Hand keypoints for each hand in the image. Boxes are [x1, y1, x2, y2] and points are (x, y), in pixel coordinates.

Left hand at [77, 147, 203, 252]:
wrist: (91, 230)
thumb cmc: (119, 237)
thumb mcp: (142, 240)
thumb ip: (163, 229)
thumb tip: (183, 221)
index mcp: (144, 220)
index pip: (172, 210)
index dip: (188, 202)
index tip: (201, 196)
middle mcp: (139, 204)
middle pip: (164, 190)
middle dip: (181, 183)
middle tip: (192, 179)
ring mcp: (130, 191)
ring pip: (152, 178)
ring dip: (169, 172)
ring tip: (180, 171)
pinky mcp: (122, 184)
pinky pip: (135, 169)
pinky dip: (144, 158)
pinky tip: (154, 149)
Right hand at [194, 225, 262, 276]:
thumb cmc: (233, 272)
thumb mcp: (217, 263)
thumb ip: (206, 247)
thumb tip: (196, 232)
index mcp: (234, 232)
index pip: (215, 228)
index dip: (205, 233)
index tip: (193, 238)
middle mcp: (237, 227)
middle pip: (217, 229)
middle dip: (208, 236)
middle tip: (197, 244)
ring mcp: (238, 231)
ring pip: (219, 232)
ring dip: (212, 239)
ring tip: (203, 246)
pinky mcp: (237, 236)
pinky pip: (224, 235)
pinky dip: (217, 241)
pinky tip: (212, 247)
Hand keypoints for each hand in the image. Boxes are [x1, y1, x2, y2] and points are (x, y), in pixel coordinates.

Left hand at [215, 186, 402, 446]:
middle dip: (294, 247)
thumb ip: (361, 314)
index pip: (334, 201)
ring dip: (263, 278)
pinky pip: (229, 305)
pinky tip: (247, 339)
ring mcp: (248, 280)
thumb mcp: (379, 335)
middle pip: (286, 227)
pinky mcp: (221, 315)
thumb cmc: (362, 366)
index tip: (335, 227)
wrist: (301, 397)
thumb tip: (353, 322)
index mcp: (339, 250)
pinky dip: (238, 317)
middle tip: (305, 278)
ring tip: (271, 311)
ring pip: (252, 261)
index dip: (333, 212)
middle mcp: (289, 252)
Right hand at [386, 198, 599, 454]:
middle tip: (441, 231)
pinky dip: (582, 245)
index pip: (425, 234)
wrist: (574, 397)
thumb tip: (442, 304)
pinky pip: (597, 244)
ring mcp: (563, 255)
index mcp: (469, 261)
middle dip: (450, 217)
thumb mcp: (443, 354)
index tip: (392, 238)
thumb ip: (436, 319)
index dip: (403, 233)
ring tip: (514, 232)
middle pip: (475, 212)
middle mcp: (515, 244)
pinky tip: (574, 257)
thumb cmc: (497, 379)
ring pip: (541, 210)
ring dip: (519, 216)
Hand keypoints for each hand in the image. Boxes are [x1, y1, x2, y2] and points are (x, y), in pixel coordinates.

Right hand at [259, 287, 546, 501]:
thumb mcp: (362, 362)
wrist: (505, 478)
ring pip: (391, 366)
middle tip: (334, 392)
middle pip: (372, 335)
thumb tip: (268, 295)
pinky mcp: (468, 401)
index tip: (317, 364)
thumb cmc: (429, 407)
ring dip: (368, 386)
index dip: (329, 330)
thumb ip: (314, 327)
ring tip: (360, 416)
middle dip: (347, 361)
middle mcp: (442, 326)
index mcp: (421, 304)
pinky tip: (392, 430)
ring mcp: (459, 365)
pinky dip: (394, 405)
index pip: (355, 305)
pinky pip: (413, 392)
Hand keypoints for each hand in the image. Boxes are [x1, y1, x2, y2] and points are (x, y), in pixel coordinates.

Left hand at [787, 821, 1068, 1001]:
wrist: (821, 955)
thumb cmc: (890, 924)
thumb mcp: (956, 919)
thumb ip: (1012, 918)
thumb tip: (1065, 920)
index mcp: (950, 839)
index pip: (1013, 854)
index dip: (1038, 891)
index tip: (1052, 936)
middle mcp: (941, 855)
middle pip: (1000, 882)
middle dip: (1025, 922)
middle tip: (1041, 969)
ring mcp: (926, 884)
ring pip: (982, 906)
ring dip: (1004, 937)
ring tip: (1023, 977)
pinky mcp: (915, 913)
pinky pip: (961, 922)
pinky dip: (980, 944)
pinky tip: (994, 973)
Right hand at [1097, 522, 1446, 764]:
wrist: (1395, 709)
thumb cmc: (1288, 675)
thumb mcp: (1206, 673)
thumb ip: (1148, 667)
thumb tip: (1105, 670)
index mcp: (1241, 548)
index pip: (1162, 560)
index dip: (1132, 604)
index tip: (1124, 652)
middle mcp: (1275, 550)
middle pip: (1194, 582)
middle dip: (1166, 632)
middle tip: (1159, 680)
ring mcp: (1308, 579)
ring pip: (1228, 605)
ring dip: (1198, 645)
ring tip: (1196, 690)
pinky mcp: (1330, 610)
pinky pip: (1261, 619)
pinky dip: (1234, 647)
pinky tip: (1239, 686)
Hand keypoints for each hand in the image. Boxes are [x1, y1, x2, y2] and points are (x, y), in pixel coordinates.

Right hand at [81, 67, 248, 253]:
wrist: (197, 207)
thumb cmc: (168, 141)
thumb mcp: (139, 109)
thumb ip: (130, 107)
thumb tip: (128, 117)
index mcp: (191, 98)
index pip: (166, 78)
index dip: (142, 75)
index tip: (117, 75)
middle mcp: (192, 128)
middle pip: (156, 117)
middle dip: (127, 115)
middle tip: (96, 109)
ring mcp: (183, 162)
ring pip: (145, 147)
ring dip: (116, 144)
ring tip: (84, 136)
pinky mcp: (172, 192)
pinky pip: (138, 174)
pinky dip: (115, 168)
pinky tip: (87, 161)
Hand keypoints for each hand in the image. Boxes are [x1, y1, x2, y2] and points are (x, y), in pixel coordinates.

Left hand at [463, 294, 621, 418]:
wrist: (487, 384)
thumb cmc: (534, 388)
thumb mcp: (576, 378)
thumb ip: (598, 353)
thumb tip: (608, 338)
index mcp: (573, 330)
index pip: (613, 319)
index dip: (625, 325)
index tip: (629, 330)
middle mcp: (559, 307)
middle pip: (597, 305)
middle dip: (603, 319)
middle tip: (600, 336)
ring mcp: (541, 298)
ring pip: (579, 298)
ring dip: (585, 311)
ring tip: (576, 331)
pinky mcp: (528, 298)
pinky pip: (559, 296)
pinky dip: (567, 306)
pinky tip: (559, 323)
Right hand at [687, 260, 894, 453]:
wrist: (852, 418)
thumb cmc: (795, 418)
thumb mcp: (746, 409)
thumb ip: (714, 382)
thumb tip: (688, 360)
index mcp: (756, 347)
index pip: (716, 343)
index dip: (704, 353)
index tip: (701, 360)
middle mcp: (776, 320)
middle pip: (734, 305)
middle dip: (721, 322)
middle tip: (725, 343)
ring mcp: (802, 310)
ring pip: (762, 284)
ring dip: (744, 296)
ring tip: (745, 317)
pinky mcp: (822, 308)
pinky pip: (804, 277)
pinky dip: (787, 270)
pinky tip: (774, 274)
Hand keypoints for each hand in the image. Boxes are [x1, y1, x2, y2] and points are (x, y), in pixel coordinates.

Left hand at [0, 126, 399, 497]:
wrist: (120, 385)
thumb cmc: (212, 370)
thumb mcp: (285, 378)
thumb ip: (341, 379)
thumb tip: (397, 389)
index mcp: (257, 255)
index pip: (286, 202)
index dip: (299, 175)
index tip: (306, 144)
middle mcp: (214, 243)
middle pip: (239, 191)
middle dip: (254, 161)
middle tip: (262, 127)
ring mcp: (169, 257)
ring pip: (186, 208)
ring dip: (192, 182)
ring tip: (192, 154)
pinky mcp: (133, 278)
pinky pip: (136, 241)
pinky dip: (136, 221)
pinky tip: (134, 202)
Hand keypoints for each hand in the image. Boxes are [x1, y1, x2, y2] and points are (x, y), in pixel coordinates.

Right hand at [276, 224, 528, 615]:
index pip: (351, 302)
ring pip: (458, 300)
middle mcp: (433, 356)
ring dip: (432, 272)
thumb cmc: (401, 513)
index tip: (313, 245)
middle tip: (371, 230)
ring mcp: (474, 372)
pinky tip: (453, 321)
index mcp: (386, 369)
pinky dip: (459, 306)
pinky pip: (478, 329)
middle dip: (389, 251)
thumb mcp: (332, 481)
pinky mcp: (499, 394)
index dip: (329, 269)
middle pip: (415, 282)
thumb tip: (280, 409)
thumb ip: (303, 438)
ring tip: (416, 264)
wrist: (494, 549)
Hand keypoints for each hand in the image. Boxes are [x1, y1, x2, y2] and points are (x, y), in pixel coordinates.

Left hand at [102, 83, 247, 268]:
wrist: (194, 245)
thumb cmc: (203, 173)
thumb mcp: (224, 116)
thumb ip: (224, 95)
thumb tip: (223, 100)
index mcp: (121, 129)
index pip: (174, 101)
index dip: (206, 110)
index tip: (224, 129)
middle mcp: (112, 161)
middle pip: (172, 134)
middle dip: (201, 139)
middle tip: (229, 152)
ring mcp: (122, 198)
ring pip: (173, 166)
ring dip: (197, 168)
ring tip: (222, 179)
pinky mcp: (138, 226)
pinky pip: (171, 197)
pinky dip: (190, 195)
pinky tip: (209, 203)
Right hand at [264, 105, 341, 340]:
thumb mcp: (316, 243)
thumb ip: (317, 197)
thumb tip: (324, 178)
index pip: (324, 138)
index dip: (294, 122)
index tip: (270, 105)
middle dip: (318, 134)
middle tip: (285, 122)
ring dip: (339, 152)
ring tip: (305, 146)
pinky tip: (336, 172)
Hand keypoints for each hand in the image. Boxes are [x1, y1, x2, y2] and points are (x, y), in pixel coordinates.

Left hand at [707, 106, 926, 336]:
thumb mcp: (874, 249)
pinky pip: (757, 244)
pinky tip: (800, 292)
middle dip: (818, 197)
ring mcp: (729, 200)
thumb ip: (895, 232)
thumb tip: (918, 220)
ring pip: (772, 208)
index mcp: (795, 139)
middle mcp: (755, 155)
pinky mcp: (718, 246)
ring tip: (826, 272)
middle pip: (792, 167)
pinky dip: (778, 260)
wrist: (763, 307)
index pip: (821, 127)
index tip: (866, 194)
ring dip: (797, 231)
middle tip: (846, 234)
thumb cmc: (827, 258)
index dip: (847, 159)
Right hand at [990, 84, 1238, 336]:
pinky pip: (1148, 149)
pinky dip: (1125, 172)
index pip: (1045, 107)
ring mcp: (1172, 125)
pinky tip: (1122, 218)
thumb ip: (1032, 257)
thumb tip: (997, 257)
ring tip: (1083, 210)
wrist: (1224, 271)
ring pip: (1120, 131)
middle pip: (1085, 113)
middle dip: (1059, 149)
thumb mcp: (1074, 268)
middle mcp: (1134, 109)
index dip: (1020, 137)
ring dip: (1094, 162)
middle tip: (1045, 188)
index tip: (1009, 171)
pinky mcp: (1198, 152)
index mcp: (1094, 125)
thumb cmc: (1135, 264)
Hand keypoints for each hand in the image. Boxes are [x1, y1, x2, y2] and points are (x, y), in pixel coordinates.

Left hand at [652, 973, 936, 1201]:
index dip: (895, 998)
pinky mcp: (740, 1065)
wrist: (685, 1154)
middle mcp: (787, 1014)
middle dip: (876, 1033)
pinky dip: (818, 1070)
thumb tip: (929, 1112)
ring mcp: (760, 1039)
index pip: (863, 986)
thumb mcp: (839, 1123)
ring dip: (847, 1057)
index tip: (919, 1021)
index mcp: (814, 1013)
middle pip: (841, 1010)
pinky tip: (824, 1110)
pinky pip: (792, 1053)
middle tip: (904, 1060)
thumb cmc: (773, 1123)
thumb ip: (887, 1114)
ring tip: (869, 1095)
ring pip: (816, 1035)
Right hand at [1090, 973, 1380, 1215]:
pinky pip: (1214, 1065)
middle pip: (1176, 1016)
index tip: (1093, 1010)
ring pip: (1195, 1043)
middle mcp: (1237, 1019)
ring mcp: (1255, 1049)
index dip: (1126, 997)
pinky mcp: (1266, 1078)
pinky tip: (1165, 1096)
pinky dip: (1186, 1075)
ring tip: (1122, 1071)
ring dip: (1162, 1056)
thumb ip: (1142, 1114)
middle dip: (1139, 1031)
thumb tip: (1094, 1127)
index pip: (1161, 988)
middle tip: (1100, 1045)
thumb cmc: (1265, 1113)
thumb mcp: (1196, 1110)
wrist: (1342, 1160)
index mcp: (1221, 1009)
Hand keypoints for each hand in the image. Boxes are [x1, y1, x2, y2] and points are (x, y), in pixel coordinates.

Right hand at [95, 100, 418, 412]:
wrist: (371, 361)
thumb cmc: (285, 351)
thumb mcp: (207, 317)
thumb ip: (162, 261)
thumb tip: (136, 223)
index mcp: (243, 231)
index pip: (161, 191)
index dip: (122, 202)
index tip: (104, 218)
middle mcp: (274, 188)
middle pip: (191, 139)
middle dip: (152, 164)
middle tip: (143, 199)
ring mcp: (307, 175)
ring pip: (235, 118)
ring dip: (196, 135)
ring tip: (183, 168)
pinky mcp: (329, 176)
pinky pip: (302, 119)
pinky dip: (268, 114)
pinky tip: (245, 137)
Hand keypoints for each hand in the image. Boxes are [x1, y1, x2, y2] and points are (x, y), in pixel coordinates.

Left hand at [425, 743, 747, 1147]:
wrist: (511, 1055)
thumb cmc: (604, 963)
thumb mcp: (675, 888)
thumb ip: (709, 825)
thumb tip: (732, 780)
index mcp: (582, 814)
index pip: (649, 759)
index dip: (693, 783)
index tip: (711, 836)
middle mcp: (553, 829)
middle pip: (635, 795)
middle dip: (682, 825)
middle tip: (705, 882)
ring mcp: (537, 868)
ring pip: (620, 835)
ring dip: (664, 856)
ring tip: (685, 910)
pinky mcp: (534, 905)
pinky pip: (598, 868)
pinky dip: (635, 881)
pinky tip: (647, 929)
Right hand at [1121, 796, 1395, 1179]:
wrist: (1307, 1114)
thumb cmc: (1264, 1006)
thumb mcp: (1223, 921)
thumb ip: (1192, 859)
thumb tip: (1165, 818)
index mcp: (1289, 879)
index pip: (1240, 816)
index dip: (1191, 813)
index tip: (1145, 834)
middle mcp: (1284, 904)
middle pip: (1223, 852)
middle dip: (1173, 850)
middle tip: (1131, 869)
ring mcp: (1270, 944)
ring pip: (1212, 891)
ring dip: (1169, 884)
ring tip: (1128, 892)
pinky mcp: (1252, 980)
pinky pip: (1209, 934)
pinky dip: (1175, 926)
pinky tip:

EXERCISE REQUIREMENTS — Precisely reproduce the lines of the entries, beginning at the first and ending at the one containing "thumb tip: (353, 322)". Add nothing.

EXERCISE RESPONSE —
Hand keypoints for each hand in the image. Boxes are [x1, y1, x2, y2] and points are (x, y), in pixel coordinates.

Left hand at [77, 147, 203, 252]:
wrist: (91, 230)
thumb cmc: (119, 237)
thumb mcp: (142, 240)
thumb ip: (163, 229)
thumb tip: (183, 221)
index mcp: (144, 220)
index pip: (172, 210)
index dip: (188, 202)
index tip: (201, 196)
middle mcp: (139, 204)
middle pip: (164, 190)
middle dip: (181, 183)
middle tip: (192, 179)
ring mcp: (130, 191)
ring pip: (152, 178)
ring dip: (169, 172)
ring tip: (180, 171)
pinky mcp: (122, 184)
pinky pip: (135, 169)
pinky dip: (144, 158)
pinky tip: (154, 149)
Right hand at [194, 225, 262, 276]:
thumb cmc: (233, 272)
thumb mcp: (217, 263)
thumb ip: (206, 247)
thumb tip: (196, 232)
index mcp: (234, 232)
index pip: (215, 228)
index dip: (205, 233)
index tip: (193, 238)
middle mcp: (237, 227)
middle pip: (217, 229)
middle dip: (208, 236)
middle tip: (197, 244)
ring mcp: (238, 231)
ring pip: (219, 232)
ring dip: (212, 239)
ring tip: (203, 246)
pinky mcp: (237, 236)
pinky pip: (224, 235)
pinky dip: (217, 241)
pinky tip: (212, 247)
Hand keypoints for each hand in the image. Boxes are [x1, y1, x2, y2] and points are (x, y), in pixel coordinates.

Left hand at [215, 186, 402, 446]:
middle dip: (294, 247)
thumb ip: (361, 314)
index pip: (334, 201)
ring dip: (263, 278)
pinky pip: (229, 305)
pinky tip: (247, 339)
ring mcp: (248, 280)
thumb mcp: (379, 335)
middle pip: (286, 227)
pinky mcp: (221, 315)
thumb cmc: (362, 366)
index tip: (335, 227)
wrist: (301, 397)
thumb tip: (353, 322)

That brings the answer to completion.